Why is Mitchell actually so allergic to relationships? We never get the depth we’re promised.
How did they come by the money to handle the ex situation AND purchase a house?
Penny—the adorable, spunky daughter—vanished for most of the second half.
The side plot with Penny’s mom felt like manufactured drama that didn’t enhance the story.
⚡ The Quad Didn’t Feel Like a True Poly Relationship
This is a big one.
It didn’t feel like four people choosing each other.
It felt like:
Ivy can’t choose → the men allow it → boom, quad.
A true poly romance requires intentionality. Mutual desire. Emotional grounding. This one felt more like a compromise than a commitment.
⚡ Timeline & Chemistry Issues
The timeline is thin as tissue.
Connections jump from spark to inferno to family-level devotion in record speed.
Repetition creeps in. Scenes blur together. The emotional arcs never fully root.
⚡ Spice Level: More Sizzle Than Spice
Despite the 5-chili marketing energy, the spice is:
Light
Repetitive
Often dropped into scenes with no buildup
Several scenes read like placeholders instead of immersive intimacy. And for a book positioning itself as high-heat, that’s a miss.

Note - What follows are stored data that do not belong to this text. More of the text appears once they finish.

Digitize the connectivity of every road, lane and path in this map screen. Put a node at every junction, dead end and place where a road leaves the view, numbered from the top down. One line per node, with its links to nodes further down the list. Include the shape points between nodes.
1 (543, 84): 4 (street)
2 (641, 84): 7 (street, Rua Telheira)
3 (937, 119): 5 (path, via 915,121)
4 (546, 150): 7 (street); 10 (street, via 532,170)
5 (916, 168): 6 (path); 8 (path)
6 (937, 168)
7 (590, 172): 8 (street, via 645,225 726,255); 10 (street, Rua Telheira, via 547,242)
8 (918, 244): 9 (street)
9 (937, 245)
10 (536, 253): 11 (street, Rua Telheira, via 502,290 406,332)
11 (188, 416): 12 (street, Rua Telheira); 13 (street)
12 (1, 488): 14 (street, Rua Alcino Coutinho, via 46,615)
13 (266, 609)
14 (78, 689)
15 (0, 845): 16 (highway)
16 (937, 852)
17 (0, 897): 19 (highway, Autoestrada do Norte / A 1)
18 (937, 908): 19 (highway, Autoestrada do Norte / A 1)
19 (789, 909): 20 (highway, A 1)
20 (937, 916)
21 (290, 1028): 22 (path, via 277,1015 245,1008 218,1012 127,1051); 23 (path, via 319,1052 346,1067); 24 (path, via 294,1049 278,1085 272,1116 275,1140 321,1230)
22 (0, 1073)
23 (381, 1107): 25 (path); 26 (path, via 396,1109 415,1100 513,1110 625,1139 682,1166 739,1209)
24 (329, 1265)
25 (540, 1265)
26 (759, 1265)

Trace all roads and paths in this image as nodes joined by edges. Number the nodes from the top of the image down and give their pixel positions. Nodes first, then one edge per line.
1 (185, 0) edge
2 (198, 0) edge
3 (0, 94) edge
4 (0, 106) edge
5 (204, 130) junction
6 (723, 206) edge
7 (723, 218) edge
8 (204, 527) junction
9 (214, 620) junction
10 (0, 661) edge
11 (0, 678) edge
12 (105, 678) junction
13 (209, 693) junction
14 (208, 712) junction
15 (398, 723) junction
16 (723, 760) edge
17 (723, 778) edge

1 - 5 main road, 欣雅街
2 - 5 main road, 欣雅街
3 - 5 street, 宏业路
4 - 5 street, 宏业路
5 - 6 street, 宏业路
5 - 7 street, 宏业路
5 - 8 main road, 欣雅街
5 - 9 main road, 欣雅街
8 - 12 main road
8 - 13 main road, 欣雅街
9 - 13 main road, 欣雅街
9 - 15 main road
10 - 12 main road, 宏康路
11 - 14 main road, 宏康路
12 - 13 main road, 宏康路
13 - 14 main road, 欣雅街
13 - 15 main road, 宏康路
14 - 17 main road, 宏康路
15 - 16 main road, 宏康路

⚡ Unrealistic Pregnancy Trope
Triplets. Again.
At this point, the surprise-multiples trope feels more gimmick than plot. If you’re sensitive to unrealistic or compressed pregnancy narratives, this will stick out.
The Final Sip
Ink Me Three Times has the ingredients for a warm, chaotic, big-hearted why-choose romance—but the execution dilutes the flavor. Pacing issues, missing emotional depth, unresolved plot threads, and underwhelming spice keep this from becoming the rich, full-bodied pour it could’ve been.
If you love poly chaos, small-town mess, tattooed men, and don't mind suspending disbelief to the sky, you may still enjoy the ride. But if you prefer poly romances with intentional emotional architecture, deeper character motivations, and believable timelines—you may want to pour something else.
🥃 Drink Pairing: A Half-Poured Bourbon Sour
A little sweet, a little tart, a little messy around the edges—but still drinkable if you’re in the mood.
This book aims high, but the balance isn’t quite right. Much like a bourbon sour missing the foam, something important doesn’t fully come together… yet it goes down easy enough if you’re not too picky.
🥃 Half-Poured Bourbon Sour - The Bourbon Sipping Bibliophile Edition
Ingredients
1.5 oz bourbon (something smooth but not too fancy)
0.5 oz fresh lemon juice
0.25 oz simple syrup
1 dash Angostura bitters
Optional: a half scoop of egg white foam (to make it “half-poured”)
Ice
Lemon wheel or cherry for garnish
Instructions
Fill the shaker halfway — not full, because this drink leans into the chaos.
Add bourbon, lemon juice, simple syrup, bitters, and your half-portion egg white if using.
Shake briefly. Like… way too briefly.
Add ice and shake again, but half-heartedly, like someone who’s not sure if they should commit.
Strain into a rocks glass with ice.
Garnish with whatever you have on hand — a lemon, a cherry, or even just a vibe.
Tasting Notes
🍋 A little tart
🥃 A little sweet
🤏 A little off-balance
😌 Still goes down easy
Perfect for a book that had all the ingredients… just not fully mixed.
I received a free copy of this book and am voluntarily leaving a review.